Von einer großen Aufsichtsreform, wie sie die ÖVP-FPÖ-Koalition im Frühling 2019 auf den Weg bringen wollte, ist keine Rede. Damals sollte die Aufsicht bei der FMA zusammengeführt werden. Und: Man wollte einen FMA-Alleinvorstand installieren.

Rot und schwarz/türkis

Zur Orientierung: Die FMA hat zwei Vorstandsmitglieder, das Finanzministerium nominiert eines, die OeNB das andere. Der Entwurf sah vor, dass die OeNB ihr Nominierungsrecht Ende 2019 verliert, womit Helmut Ettl (SPÖ; sein Vertrag läuft bis 2023) seinen Job verloren hätte. Klaus Kumpfmüller (ÖVP; heute Chef der Hypo Oberösterreich) wäre geblieben. Dafür hätten Exekutivdirektoren installiert werden sollen. Das Platzen der Regierung brachte das umstrittene Vorhaben zu Fall, im Regierungsprogramm der türkis-grünen Koalition ist eine Bankenaufsichtsreform nicht vorgesehen.

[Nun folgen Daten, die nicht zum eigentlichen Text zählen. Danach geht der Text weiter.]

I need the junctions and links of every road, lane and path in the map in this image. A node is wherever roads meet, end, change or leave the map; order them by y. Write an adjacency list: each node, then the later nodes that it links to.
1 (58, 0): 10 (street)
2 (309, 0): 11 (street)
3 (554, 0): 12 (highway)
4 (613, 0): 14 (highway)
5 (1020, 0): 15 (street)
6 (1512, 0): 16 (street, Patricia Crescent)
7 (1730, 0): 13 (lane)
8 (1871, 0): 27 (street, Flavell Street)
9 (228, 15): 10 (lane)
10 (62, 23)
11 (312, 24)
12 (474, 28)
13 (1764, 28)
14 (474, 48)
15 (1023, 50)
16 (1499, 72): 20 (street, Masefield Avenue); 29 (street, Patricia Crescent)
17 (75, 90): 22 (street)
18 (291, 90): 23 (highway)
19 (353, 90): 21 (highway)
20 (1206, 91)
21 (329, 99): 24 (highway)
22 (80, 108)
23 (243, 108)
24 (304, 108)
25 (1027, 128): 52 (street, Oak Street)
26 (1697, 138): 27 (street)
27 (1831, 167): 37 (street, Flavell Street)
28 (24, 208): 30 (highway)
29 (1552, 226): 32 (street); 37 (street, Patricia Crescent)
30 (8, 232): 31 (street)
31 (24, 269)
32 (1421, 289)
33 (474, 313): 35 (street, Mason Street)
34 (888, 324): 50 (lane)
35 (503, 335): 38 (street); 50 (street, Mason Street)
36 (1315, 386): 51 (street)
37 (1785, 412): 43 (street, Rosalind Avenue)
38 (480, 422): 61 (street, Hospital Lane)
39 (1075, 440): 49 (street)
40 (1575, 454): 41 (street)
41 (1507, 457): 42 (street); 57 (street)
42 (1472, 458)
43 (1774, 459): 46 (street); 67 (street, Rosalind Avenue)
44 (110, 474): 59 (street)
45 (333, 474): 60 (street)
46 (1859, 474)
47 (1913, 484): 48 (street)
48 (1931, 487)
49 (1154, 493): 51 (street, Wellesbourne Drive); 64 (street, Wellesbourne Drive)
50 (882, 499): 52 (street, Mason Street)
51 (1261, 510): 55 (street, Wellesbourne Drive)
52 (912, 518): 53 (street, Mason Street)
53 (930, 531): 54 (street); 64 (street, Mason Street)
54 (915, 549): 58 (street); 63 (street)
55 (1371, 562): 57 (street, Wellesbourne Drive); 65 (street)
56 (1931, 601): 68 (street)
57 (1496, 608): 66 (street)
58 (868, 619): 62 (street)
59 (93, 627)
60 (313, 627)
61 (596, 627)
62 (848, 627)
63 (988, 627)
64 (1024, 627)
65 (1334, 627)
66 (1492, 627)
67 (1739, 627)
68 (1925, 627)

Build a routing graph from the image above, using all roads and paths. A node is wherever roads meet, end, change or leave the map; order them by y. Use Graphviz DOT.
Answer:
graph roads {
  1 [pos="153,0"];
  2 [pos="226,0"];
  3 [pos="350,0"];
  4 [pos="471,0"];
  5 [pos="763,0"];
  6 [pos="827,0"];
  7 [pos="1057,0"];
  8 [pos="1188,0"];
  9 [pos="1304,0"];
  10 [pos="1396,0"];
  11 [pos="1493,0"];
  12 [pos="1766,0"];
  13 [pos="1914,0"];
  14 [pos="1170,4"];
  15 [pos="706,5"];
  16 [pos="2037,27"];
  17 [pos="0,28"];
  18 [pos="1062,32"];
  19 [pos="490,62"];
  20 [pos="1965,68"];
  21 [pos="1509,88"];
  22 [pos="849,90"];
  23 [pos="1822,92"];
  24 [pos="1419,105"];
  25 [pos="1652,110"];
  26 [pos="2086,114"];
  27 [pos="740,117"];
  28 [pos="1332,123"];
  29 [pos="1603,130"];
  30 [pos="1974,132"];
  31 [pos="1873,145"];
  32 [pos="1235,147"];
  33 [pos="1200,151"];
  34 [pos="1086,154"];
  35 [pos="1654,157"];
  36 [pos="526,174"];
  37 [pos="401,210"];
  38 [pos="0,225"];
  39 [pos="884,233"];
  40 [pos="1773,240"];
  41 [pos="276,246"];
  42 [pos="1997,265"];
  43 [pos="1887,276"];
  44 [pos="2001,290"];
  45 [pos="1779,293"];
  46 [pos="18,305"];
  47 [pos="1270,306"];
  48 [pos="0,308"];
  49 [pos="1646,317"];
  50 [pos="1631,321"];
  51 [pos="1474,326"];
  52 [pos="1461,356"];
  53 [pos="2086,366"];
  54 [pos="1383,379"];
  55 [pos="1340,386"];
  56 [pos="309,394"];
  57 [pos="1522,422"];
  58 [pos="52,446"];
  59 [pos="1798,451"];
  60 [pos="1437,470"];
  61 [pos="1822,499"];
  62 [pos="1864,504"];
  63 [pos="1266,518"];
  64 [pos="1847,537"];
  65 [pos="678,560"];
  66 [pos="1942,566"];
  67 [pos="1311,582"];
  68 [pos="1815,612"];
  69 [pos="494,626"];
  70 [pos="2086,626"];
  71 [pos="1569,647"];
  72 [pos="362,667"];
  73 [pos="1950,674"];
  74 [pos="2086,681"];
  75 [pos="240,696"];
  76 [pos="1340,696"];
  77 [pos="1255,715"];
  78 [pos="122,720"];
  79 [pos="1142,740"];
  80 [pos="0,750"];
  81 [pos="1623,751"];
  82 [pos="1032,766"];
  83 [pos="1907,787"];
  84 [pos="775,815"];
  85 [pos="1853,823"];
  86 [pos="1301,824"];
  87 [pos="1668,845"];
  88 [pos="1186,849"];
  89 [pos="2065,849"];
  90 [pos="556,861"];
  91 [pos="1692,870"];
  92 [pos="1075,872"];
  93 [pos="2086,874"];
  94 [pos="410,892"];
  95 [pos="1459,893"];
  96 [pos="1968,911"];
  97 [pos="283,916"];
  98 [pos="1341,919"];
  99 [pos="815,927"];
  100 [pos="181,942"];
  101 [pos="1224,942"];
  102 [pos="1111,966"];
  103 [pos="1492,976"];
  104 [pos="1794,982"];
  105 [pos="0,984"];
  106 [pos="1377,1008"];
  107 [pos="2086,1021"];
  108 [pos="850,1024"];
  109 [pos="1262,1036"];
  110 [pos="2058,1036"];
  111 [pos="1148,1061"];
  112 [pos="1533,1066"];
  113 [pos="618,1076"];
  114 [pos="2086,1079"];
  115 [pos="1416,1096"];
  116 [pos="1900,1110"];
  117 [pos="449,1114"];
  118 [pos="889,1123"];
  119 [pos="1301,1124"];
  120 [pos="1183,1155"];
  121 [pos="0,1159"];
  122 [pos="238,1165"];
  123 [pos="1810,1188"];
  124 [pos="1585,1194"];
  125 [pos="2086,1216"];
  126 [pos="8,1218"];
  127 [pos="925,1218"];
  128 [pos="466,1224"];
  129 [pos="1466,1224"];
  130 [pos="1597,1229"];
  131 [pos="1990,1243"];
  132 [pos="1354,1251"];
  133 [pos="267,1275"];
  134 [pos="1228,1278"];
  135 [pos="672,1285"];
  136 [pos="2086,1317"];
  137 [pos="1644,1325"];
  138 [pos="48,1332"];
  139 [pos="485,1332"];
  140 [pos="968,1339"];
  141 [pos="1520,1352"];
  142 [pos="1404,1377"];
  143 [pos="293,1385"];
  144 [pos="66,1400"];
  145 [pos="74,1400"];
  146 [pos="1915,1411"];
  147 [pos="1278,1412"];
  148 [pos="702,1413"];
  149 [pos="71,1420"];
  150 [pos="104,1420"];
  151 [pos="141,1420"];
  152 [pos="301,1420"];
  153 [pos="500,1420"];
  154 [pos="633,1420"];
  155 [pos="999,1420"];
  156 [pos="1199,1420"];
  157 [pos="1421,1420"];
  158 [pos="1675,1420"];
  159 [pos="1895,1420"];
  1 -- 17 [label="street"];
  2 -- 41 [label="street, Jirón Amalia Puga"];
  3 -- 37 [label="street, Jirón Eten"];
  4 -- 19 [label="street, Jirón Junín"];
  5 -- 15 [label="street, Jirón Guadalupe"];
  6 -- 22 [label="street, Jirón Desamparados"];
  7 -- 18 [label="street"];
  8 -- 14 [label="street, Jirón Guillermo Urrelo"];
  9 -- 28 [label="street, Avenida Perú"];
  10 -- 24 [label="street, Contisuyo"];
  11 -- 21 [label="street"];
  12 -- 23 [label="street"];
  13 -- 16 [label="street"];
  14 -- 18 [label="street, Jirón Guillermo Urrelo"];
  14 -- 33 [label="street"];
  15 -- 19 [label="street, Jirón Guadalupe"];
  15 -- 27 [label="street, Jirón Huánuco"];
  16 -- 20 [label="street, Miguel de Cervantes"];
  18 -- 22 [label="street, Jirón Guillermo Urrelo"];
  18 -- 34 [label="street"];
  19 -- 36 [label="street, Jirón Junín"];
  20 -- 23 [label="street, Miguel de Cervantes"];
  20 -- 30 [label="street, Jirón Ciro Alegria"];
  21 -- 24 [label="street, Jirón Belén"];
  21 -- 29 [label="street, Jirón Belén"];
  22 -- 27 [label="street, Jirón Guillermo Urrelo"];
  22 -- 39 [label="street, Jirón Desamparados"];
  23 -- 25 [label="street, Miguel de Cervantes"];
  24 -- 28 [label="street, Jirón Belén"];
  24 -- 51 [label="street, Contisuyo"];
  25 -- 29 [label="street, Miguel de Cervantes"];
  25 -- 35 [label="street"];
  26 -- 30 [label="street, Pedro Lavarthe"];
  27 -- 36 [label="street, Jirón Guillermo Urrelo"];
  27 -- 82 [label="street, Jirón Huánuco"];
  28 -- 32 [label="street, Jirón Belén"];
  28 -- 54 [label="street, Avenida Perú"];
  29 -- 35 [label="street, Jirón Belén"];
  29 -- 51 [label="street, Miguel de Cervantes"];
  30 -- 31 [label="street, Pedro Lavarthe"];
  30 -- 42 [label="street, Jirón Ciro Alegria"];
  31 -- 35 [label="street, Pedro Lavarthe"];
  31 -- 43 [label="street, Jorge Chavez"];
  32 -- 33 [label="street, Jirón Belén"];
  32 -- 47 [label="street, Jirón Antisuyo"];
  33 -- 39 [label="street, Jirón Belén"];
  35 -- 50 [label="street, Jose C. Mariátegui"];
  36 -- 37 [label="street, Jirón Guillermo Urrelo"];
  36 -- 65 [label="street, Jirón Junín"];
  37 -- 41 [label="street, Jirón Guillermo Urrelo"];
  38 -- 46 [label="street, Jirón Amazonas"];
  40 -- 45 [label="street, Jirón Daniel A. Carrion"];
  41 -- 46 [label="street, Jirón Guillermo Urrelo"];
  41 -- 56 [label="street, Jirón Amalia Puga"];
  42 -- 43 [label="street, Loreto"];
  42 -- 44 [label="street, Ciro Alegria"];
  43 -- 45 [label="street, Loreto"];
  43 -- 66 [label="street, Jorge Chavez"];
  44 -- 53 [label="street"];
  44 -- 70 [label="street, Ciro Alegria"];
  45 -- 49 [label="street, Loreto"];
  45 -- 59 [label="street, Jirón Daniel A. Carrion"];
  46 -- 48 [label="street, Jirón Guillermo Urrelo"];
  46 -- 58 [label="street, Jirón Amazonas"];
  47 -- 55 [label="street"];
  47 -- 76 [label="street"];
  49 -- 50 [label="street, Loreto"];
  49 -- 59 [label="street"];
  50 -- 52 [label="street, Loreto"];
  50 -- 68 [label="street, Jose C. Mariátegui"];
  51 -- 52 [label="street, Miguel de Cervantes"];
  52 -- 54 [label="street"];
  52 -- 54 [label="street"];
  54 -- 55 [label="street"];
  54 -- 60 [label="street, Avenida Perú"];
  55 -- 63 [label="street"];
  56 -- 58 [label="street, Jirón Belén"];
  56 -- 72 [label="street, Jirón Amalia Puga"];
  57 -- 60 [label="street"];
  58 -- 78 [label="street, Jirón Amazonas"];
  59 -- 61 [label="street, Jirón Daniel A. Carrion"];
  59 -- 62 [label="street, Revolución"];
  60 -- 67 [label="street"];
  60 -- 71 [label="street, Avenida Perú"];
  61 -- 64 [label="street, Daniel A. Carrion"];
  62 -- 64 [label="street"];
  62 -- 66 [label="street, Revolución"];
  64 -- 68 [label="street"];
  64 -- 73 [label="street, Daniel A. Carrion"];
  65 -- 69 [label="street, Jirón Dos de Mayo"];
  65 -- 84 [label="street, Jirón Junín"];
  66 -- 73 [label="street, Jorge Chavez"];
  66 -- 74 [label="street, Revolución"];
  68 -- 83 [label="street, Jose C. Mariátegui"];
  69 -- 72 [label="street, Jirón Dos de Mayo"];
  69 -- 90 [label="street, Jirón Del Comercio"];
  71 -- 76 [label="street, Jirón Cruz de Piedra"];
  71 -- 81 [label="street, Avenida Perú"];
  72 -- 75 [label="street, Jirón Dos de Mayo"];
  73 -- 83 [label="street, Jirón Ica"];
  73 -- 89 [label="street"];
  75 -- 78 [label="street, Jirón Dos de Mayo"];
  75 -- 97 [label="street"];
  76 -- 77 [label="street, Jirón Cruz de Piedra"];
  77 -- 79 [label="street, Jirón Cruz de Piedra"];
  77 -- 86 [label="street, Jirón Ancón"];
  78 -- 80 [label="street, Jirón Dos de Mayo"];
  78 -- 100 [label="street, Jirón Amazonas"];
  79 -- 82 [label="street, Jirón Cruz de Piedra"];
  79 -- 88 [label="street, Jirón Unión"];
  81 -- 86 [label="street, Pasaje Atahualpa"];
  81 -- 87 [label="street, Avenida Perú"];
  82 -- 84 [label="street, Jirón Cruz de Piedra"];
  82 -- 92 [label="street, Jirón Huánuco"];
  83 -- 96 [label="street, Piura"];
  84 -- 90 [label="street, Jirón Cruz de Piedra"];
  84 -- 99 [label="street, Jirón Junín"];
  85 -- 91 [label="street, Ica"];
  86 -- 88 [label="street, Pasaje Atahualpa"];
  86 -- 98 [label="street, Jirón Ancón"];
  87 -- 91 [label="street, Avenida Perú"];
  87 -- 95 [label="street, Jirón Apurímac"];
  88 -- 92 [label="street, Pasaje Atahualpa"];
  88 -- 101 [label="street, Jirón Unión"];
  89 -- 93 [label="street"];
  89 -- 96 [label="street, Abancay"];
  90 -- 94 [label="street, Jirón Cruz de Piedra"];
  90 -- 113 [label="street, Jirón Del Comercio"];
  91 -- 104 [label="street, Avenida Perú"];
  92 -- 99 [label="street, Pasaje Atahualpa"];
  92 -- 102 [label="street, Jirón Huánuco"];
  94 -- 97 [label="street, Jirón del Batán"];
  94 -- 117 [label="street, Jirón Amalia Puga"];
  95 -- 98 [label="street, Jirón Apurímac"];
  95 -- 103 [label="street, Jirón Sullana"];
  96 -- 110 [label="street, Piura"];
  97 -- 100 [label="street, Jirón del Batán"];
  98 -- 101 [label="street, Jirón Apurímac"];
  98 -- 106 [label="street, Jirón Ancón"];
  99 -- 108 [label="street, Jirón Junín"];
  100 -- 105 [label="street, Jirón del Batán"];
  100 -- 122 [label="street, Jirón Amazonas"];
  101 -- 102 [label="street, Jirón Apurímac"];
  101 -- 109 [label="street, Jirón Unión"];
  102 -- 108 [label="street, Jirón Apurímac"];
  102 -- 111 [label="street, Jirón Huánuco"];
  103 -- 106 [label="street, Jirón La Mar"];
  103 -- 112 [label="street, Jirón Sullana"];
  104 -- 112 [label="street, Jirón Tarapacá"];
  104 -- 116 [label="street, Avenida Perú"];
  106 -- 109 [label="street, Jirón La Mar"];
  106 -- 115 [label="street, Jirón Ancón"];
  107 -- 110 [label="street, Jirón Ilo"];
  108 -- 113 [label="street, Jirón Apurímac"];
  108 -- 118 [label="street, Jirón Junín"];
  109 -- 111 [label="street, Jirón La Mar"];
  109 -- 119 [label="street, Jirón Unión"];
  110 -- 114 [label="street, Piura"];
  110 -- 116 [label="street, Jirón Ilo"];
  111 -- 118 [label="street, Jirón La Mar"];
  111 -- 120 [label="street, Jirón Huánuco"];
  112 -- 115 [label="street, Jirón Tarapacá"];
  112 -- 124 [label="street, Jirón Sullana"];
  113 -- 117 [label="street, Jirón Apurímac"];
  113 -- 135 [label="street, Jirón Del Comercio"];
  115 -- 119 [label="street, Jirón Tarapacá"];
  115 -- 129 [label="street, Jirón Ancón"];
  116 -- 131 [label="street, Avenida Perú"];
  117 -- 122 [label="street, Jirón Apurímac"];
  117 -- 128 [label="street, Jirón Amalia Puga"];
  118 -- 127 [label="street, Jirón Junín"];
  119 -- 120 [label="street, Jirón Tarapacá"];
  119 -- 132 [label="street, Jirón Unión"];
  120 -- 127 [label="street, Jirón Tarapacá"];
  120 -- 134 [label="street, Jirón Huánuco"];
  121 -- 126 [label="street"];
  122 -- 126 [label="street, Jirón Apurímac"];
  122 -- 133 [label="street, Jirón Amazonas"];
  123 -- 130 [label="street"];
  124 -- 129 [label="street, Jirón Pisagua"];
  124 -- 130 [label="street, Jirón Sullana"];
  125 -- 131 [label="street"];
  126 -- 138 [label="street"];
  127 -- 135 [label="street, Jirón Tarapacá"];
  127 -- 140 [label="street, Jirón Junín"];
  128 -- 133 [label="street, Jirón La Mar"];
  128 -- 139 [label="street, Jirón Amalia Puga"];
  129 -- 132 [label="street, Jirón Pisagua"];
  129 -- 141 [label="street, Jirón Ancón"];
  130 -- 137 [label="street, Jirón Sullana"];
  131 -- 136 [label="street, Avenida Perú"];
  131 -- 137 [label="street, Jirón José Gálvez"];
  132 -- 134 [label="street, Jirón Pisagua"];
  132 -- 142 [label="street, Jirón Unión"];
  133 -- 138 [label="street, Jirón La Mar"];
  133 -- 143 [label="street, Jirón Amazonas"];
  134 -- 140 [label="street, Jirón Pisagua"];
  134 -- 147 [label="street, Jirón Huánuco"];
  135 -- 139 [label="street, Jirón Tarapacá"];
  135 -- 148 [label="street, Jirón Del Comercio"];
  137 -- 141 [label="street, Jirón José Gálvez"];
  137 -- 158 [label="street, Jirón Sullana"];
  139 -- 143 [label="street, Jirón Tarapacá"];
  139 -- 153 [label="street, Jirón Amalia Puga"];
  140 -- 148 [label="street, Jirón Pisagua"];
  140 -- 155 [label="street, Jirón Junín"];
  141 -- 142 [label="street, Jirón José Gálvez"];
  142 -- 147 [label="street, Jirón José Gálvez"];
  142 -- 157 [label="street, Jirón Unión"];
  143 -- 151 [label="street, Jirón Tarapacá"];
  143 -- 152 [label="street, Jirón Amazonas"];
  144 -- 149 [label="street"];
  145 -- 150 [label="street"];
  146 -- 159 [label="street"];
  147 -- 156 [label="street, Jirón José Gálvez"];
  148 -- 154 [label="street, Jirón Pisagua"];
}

Wie die Reform 2018/19 unter Finanzminister Hartwig Löger (ÖVP) vorbereitet wurde, das erhellte sich jüngst im Ibiza-U-Ausschuss bei der Aussage von Cofag-Chef Bernhard Perner, der damals im Kabinett fürs Thema zuständig war. Seinen Schilderungen war zu entnehmen, dass das Ministerium intensiv mit der FMA in Kontakt war. Konkret mit Kumpfmüller, einst im Kabinett von Finanzministerin Maria Fekter (ÖVP) und 2013 in den FMA-Vorstand gekommen.

Draht in die Notenbank

Das "Positionspapier" der Banken zur Reform etwa, das der damalige Sparten-Obmann Andreas Treichl (damals auch Erste-Group-Chef) an Kanzler Sebastian Kurz und Finanzminister Löger übergab und das auch Perner bekommen hatte, leitete er an Kumpfmüller weiter. Warum genau, daran konnte er sich nicht mehr erinnern. Er habe meistens mit Kumpfmüller kommuniziert, das heiße aber nicht, dass nicht auch Ettl die Informationen bekommen habe, zeigte sich die Auskunftsperson überzeugt.

Dem U-Ausschuss sind laut SPÖ-Fraktionsführer Jan Krainer aber ausschließlich Kumpfmüller-Perner-Mails bekannt, keine einzige an oder von Ettl. In der OeNB kommunizierte Perner vor allem mit dem im Direktorium für Aufsichtsagenden zuständigen Andreas Ittner (ÖVP). Mit Parteizugehörigkeit habe all das nichts zu tun gehabt, beteuerte Perner, er habe niemanden ausgeschlossen und schätze auch Ettl sehr. Er ist seit 2008 im Vorstand der Finanzmarktaufsichtsbehörde.

Früh/spät über FMA-Alleinvorstand informiert

In das Vorhaben, dessen Posten per Gesetz zu kippen, weihte er ihn nicht ein, Kumpfmüller (er war 2013 in die FMA gekommen) aber schon. Bereits Mitte September 2018 diskutierte Perner in einer Mail an Kumpfmüller den Ministerratsvortrag und schlug als Text vor: ,Der Vorstand der FMA wird auf eine Person verkleinert.‘"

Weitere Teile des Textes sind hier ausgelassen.